S1P receptor plays a key role in the immunomodulatory and direct central nervous system (CNS) effects associated with multiple sclerosis (MS). The predominant S1P receptor involved in lymphocyte trafficking in MS is S1P1, which is expressed on B and T cells. When S1P1 is exposed to agonists, it is rapidly down-regulated from the plasma membrane and internalized into intracellular compartments. In contrast to S1P1, S1P5 expression is more restricted and, within the CNS, is limited to oligodendrocytes, the myelinating cells.

Ozanimod (also known as RPC-1063), an orally active sphingosine 1-phosphate (S1P) receptor modulator.

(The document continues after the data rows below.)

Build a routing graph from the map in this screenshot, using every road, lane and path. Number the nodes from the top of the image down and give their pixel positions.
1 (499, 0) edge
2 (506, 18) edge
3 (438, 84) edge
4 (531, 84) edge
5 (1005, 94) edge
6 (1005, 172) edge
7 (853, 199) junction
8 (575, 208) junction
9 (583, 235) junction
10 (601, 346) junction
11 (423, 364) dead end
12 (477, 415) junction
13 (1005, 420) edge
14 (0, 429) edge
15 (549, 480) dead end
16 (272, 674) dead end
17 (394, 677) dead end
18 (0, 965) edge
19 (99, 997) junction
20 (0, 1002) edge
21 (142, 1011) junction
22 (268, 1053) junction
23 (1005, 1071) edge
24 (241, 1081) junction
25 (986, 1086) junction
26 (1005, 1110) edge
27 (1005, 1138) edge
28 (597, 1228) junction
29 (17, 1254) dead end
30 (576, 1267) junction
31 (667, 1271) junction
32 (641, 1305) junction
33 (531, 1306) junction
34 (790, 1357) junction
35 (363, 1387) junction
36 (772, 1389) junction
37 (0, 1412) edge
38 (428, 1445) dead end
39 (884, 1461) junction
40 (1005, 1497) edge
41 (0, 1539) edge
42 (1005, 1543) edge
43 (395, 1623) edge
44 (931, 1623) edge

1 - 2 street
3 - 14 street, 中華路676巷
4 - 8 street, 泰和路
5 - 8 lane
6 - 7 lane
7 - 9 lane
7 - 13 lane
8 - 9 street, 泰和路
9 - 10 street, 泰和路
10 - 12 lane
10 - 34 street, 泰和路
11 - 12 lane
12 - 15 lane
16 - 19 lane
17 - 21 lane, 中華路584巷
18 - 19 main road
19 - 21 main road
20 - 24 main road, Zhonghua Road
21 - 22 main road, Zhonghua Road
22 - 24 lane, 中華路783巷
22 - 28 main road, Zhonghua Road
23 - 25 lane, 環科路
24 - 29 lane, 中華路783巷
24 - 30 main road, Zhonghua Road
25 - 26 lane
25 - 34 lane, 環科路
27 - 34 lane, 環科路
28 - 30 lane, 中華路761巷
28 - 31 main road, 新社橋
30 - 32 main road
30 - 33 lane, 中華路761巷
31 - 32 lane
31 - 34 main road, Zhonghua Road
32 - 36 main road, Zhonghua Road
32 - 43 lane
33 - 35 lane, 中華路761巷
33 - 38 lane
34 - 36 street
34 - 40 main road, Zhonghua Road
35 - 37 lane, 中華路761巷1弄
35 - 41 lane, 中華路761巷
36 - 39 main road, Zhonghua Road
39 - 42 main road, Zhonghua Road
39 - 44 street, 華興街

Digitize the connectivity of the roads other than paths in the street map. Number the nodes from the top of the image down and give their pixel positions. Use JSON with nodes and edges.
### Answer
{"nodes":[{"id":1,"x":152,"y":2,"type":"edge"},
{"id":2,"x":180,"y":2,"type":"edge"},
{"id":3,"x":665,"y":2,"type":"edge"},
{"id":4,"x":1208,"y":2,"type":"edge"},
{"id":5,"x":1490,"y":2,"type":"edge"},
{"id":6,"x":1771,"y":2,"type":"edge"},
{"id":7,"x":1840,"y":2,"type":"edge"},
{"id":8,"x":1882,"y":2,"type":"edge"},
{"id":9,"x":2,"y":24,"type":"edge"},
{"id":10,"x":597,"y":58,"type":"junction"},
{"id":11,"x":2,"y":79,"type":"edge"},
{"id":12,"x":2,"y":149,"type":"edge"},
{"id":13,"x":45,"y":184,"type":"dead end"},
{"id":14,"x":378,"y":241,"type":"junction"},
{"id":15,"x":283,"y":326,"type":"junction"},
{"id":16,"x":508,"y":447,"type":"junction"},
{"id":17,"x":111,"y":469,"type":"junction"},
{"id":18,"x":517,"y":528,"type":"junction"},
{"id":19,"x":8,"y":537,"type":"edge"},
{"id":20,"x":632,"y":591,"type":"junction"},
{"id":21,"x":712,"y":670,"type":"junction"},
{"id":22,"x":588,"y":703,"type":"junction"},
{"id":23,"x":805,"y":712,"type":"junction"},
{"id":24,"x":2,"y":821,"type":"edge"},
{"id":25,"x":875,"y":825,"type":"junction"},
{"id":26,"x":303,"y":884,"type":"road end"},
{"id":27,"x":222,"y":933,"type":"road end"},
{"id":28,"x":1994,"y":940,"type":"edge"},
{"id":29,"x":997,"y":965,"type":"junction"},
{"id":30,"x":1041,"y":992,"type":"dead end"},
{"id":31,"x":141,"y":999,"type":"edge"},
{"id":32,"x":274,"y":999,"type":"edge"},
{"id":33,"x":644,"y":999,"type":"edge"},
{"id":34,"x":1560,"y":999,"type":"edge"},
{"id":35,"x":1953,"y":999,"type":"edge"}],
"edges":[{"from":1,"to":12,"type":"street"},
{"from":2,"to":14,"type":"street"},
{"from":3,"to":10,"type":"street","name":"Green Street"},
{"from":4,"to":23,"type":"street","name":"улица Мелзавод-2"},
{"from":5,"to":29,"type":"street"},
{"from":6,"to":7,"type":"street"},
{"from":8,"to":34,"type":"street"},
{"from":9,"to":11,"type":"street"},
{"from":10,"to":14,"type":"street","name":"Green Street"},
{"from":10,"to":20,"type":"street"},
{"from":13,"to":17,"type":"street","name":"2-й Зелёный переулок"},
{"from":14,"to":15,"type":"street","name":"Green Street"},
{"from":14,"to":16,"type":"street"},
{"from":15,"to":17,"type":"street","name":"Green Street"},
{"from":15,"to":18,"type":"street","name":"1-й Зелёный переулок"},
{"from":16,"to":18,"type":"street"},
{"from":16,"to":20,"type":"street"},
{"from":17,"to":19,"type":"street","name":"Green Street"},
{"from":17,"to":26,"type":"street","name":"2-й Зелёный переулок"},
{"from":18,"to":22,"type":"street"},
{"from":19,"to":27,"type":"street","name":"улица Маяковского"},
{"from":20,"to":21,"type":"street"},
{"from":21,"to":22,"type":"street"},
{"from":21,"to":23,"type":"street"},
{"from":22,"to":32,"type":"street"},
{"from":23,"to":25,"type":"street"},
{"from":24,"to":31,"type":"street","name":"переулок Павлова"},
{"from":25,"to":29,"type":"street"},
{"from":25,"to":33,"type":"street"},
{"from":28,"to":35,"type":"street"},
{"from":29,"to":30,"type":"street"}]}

Meanwhile, Ozanimod binds with high affinity selectively to S1P1 and S1P5. However, Ozanimod profiling revealed a species difference in its potency for S1P5 in mouse, rat, and canine compared with that for human and monkey. Hence, in the experimental autoimmune encephalomyelitis model, Ozanimod (0.05-1 mg/kg) exposures sufficient to engage S1P1, but not S1P5, results in reduced circulating lymphocytes and reduces inflammation, and reduces circulating levels of the neuronal degeneration marker, neurofilament light. Moreover, in the demyelinating cuprizone model, Ozanimod (5 mg/kg) prevents axonal degradation and myelin loss during toxin challenge but does not facilitate enhanced remyelination after intoxication. Ozanimod has the potential for the research of MS, including clinically isolated syndrome, relapsing-remitting disease, and active secondary progressive disease.

To sum up, Ozanimod is an orally active S1P1 agonist that has the potential for the relapsing multiple sclerosis research.

References:

[1] Julie V Selkirk, et al. J Pharmacol Exp Ther. 2021 Dec;379(3):386-399.